##### AVAILABLE RECORDS #####

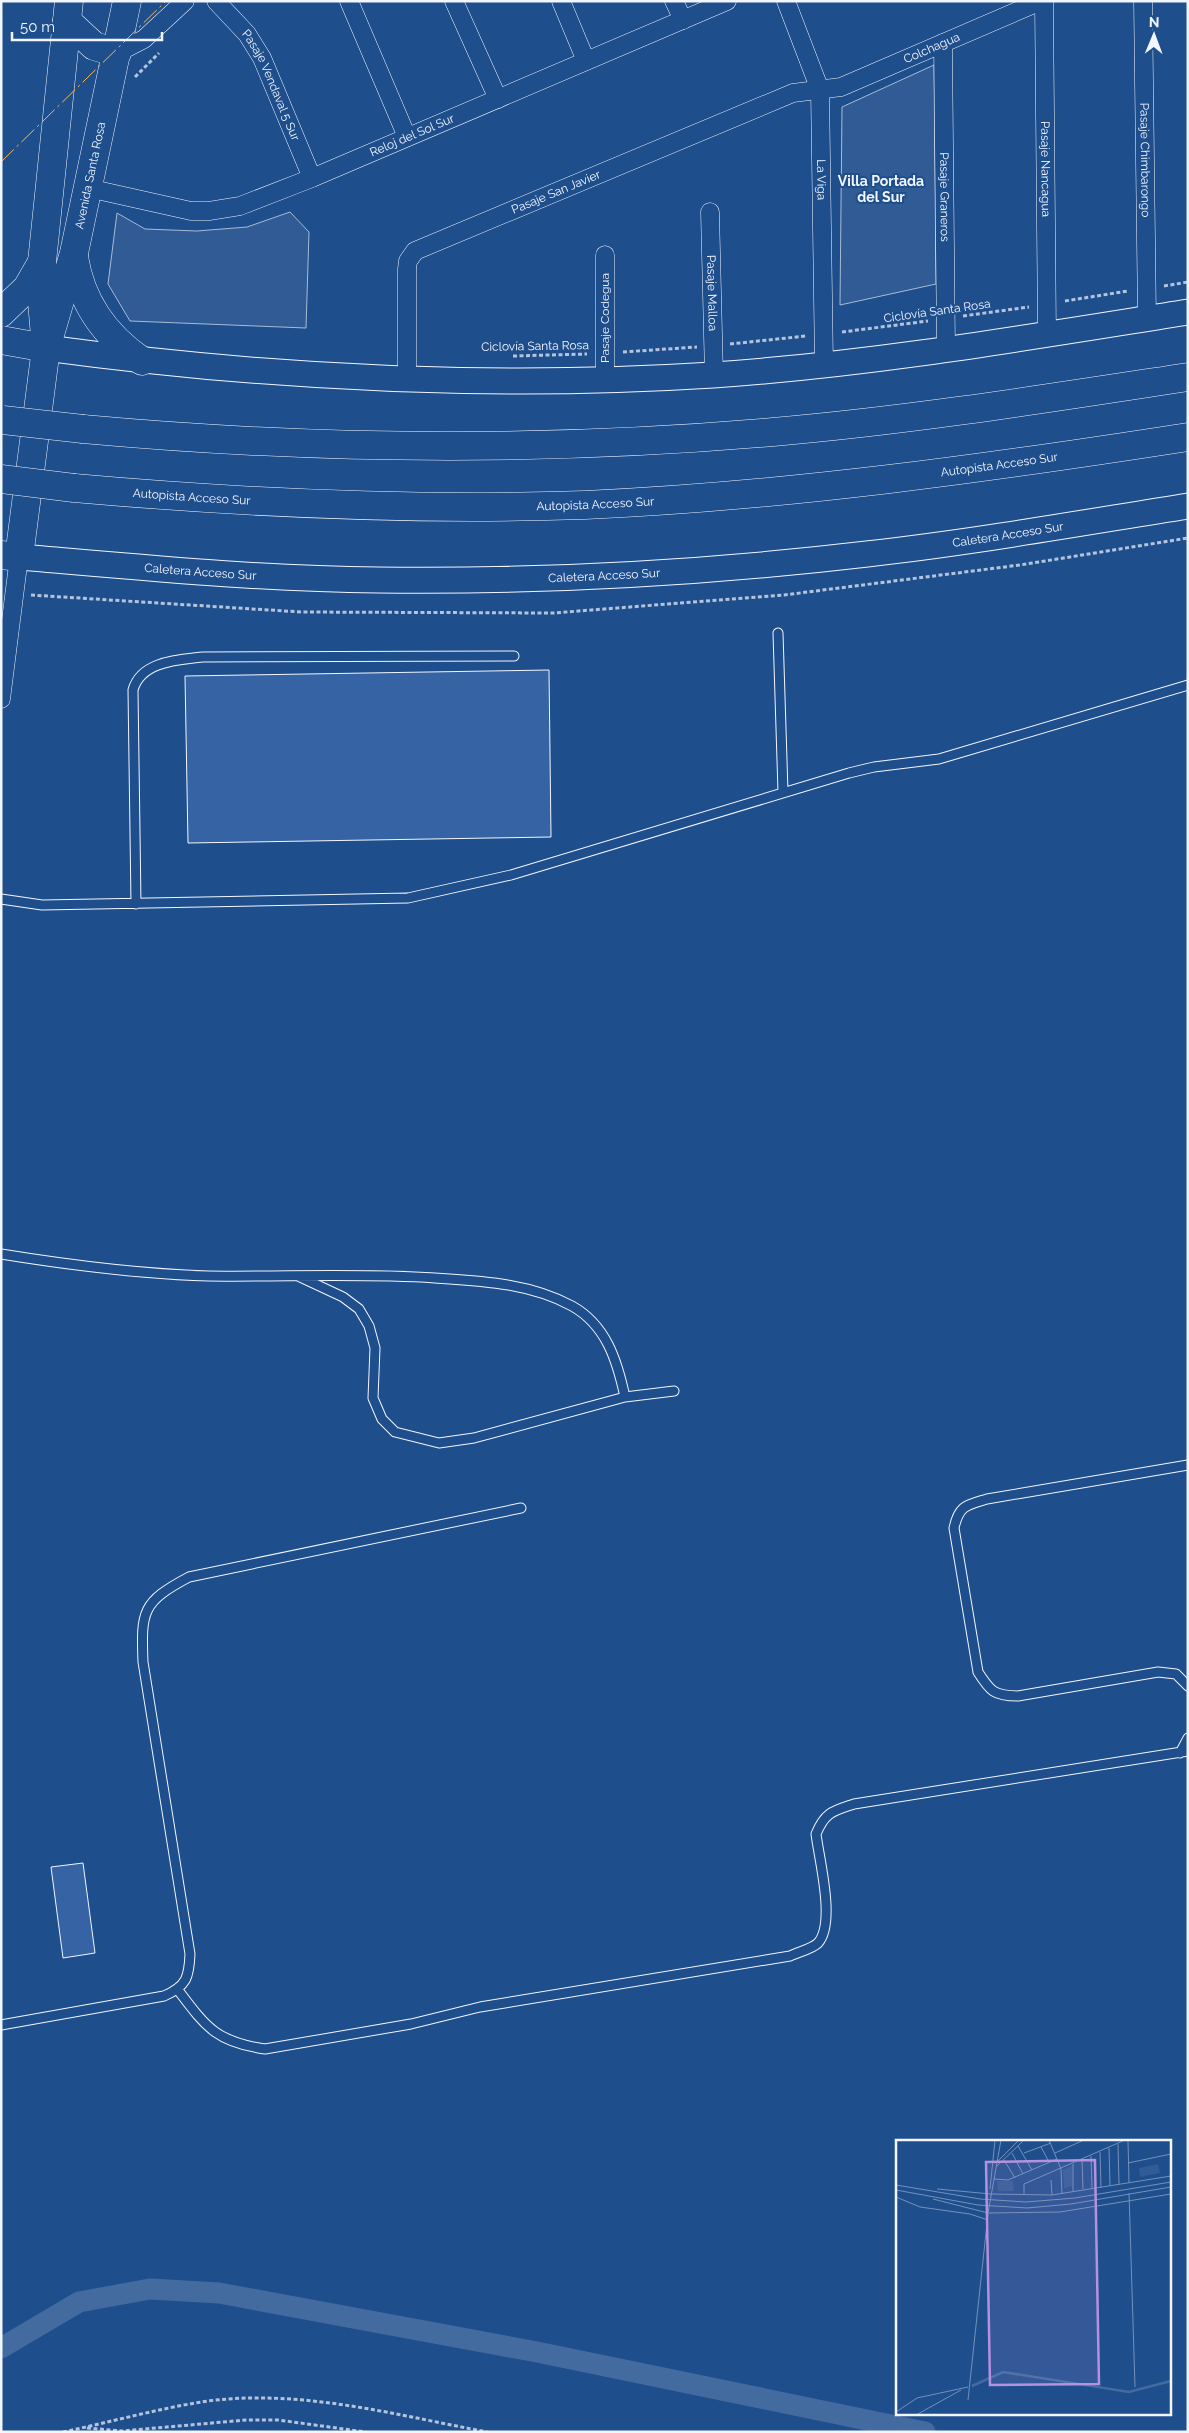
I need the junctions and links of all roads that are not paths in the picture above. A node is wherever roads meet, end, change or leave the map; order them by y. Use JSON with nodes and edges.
{"nodes":[{"id":1,"x":127,"y":1,"type":"edge"},
{"id":2,"x":185,"y":1,"type":"edge"},
{"id":3,"x":216,"y":1,"type":"edge"},
{"id":4,"x":349,"y":1,"type":"edge"},
{"id":5,"x":454,"y":1,"type":"edge"},
{"id":6,"x":561,"y":1,"type":"edge"},
{"id":7,"x":674,"y":1,"type":"edge"},
{"id":8,"x":727,"y":1,"type":"edge"},
{"id":9,"x":786,"y":1,"type":"edge"},
{"id":10,"x":1042,"y":1,"type":"edge"},
{"id":11,"x":1144,"y":1,"type":"edge"},
{"id":12,"x":68,"y":11,"type":"edge"},
{"id":13,"x":683,"y":20,"type":"junction"},
{"id":14,"x":944,"y":43,"type":"junction"},
{"id":15,"x":117,"y":53,"type":"junction"},
{"id":16,"x":586,"y":61,"type":"junction"},
{"id":17,"x":820,"y":90,"type":"junction"},
{"id":18,"x":498,"y":99,"type":"junction"},
{"id":19,"x":407,"y":137,"type":"junction"},
{"id":20,"x":312,"y":178,"type":"junction"},
{"id":21,"x":88,"y":188,"type":"junction"},
{"id":22,"x":710,"y":212,"type":"dead end"},
{"id":23,"x":74,"y":253,"type":"junction"},
{"id":24,"x":605,"y":255,"type":"dead end"},
{"id":25,"x":42,"y":262,"type":"junction"},
{"id":26,"x":1188,"y":312,"type":"edge"},
{"id":27,"x":1,"y":313,"type":"edge"},
{"id":28,"x":1147,"y":319,"type":"junction"},
{"id":29,"x":1047,"y":334,"type":"junction"},
{"id":30,"x":1,"y":340,"type":"edge"},
{"id":31,"x":46,"y":348,"type":"junction"},
{"id":32,"x":946,"y":350,"type":"junction"},
{"id":33,"x":142,"y":361,"type":"junction"},
{"id":34,"x":824,"y":365,"type":"junction"},
{"id":35,"x":714,"y":375,"type":"junction"},
{"id":36,"x":1188,"y":377,"type":"edge"},
{"id":37,"x":407,"y":380,"type":"junction"},
{"id":38,"x":605,"y":380,"type":"junction"},
{"id":39,"x":2,"y":420,"type":"edge"},
{"id":40,"x":1188,"y":437,"type":"edge"},
{"id":41,"x":1,"y":479,"type":"edge"},
{"id":42,"x":1188,"y":506,"type":"edge"},
{"id":43,"x":10,"y":556,"type":"edge"},
{"id":44,"x":5,"y":633,"type":"edge"},
{"id":45,"x":778,"y":633,"type":"dead end"},
{"id":46,"x":514,"y":656,"type":"dead end"},
{"id":47,"x":1188,"y":685,"type":"edge"},
{"id":48,"x":1,"y":699,"type":"edge"},
{"id":49,"x":784,"y":792,"type":"junction"},
{"id":50,"x":1,"y":899,"type":"edge"},
{"id":51,"x":136,"y":904,"type":"junction"},
{"id":52,"x":1,"y":1254,"type":"edge"},
{"id":53,"x":296,"y":1275,"type":"junction"},
{"id":54,"x":674,"y":1392,"type":"dead end"},
{"id":55,"x":624,"y":1397,"type":"junction"},
{"id":56,"x":1188,"y":1465,"type":"edge"},
{"id":57,"x":520,"y":1508,"type":"dead end"},
{"id":58,"x":1188,"y":1686,"type":"edge"},
{"id":59,"x":1188,"y":1738,"type":"edge"},
{"id":60,"x":1184,"y":1752,"type":"edge"},
{"id":61,"x":178,"y":1990,"type":"junction"},
{"id":62,"x":1,"y":2026,"type":"edge"}],
"edges":[{"from":1,"to":15,"type":"main road","name":"Avenida Santa Rosa"},
{"from":2,"to":15,"type":"street"},
{"from":3,"to":20,"type":"street","name":"Pasaje Vendaval 5 Sur"},
{"from":4,"to":19,"type":"street"},
{"from":5,"to":18,"type":"street"},
{"from":6,"to":16,"type":"street"},
{"from":7,"to":13,"type":"street"},
{"from":8,"to":13,"type":"street","name":"Reloj del Sol Sur"},
{"from":9,"to":17,"type":"street","name":"La Viga"},
{"from":10,"to":14,"type":"street","name":"Colchagua"},
{"from":10,"to":29,"type":"street","name":"Pasaje Nancagua"},
{"from":11,"to":28,"type":"street","name":"Pasaje Chimbarongo"},
{"from":12,"to":15,"type":"main road"},
{"from":12,"to":25,"type":"main road","name":"Avenida Santa Rosa"},
{"from":13,"to":16,"type":"street","name":"Reloj del Sol Sur"},
{"from":14,"to":17,"type":"street","name":"Colchagua"},
{"from":14,"to":32,"type":"street","name":"Pasaje Graneros"},
{"from":15,"to":21,"type":"main road","name":"Avenida Santa Rosa"},
{"from":16,"to":18,"type":"street","name":"Reloj del Sol Sur"},
{"from":17,"to":34,"type":"street","name":"La Viga"},
{"from":17,"to":37,"type":"street","name":"Pasaje San Javier"},
{"from":18,"to":19,"type":"street","name":"Reloj del Sol Sur"},
{"from":19,"to":20,"type":"street","name":"Reloj del Sol Sur"},
{"from":20,"to":21,"type":"street","name":"Reloj del Sol Sur"},
{"from":21,"to":23,"type":"main road","name":"Avenida Santa Rosa"},
{"from":22,"to":35,"type":"street","name":"Pasaje Malloa"},
{"from":23,"to":31,"type":"main road","name":"Avenida Santa Rosa"},
{"from":23,"to":33,"type":"main road"},
{"from":24,"to":38,"type":"street","name":"Pasaje Codegua"},
{"from":25,"to":27,"type":"main road"},
{"from":25,"to":31,"type":"main road","name":"Avenida Santa Rosa"},
{"from":26,"to":28,"type":"main road"},
{"from":28,"to":29,"type":"main road"},
{"from":29,"to":32,"type":"main road"},
{"from":30,"to":31,"type":"main road"},
{"from":31,"to":33,"type":"main road"},
{"from":31,"to":43,"type":"main road","name":"Avenida Santa Rosa"},
{"from":32,"to":34,"type":"main road"},
{"from":33,"to":37,"type":"main road"},
{"from":34,"to":35,"type":"main road"},
{"from":35,"to":38,"type":"main road"},
{"from":36,"to":39,"type":"main road","bridge":true},
{"from":37,"to":38,"type":"main road"},
{"from":40,"to":41,"type":"main road","name":"Autopista Acceso Sur","bridge":true},
{"from":42,"to":43,"type":"main road","name":"Caletera Acceso Sur"},
{"from":43,"to":44,"type":"street"},
{"from":44,"to":48,"type":"street"},
{"from":45,"to":49,"type":"lane"},
{"from":46,"to":51,"type":"lane"},
{"from":47,"to":49,"type":"lane"},
{"from":49,"to":51,"type":"lane"},
{"from":50,"to":51,"type":"lane"},
{"from":52,"to":53,"type":"lane"},
{"from":53,"to":55,"type":"lane"},
{"from":53,"to":55,"type":"lane"},
{"from":54,"to":55,"type":"lane"},
{"from":56,"to":58,"type":"lane"},
{"from":57,"to":61,"type":"lane"},
{"from":59,"to":60,"type":"lane"},
{"from":60,"to":61,"type":"lane"},
{"from":61,"to":62,"type":"lane"}]}
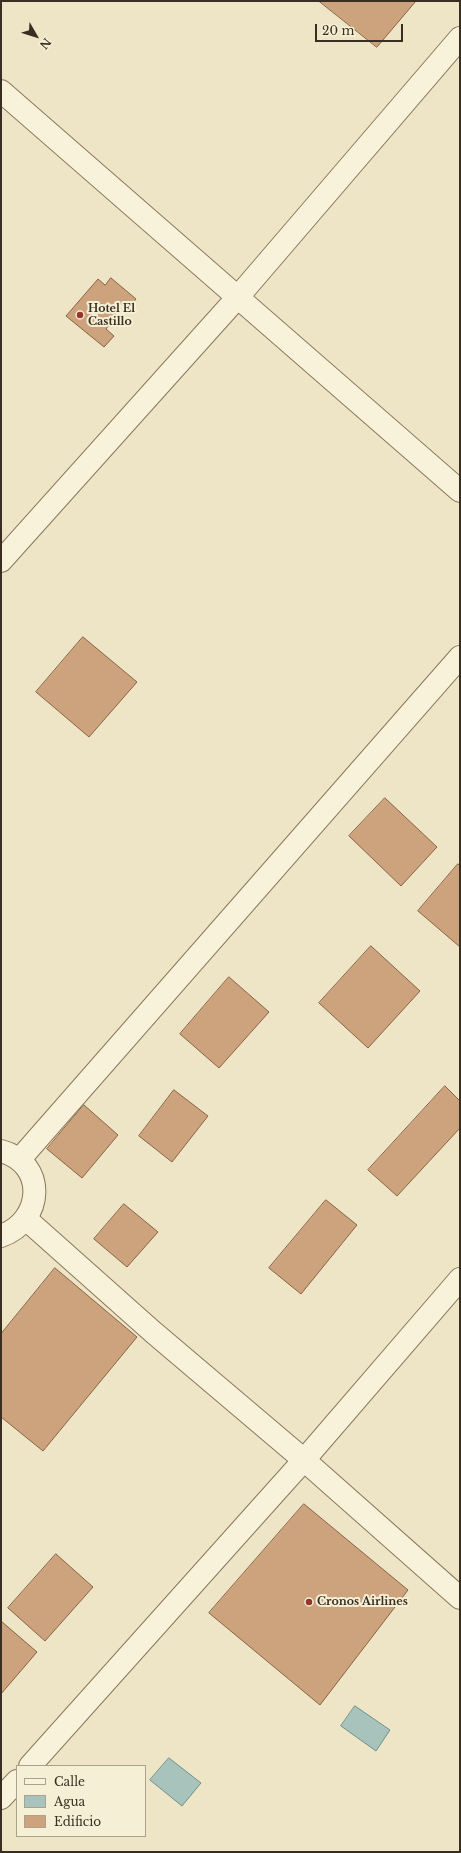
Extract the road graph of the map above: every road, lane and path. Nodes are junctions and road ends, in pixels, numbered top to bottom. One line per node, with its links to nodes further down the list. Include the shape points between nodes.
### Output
1 (460, 38): 3 (street)
2 (1, 91): 3 (street)
3 (237, 298): 4 (street); 5 (street)
4 (460, 491)
5 (1, 561)
6 (460, 657): 7 (street)
7 (10, 1156): 8 (street, via 30,1175 35,1193 33,1207)
8 (26, 1219): 9 (street, via 10,1233); 11 (street, via 152,1332)
9 (1, 1236)
10 (460, 1280): 11 (street)
11 (304, 1460): 12 (street); 13 (street)
12 (460, 1598)
13 (31, 1765)
14 (16, 1781): 15 (street)
15 (1, 1798)

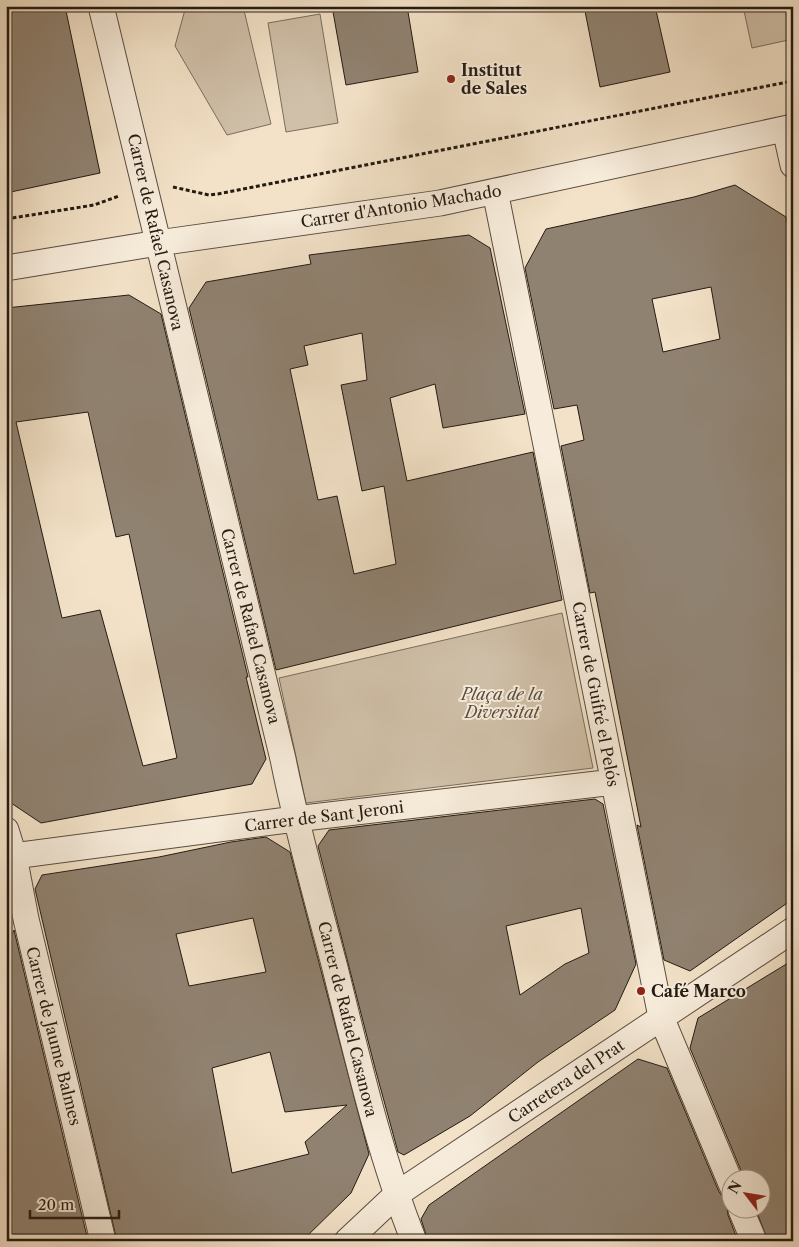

#####

Where "dead" occurs in a line of the data above, count that line. Give the final count and no other words.

#### REPLY TO THE TASK
6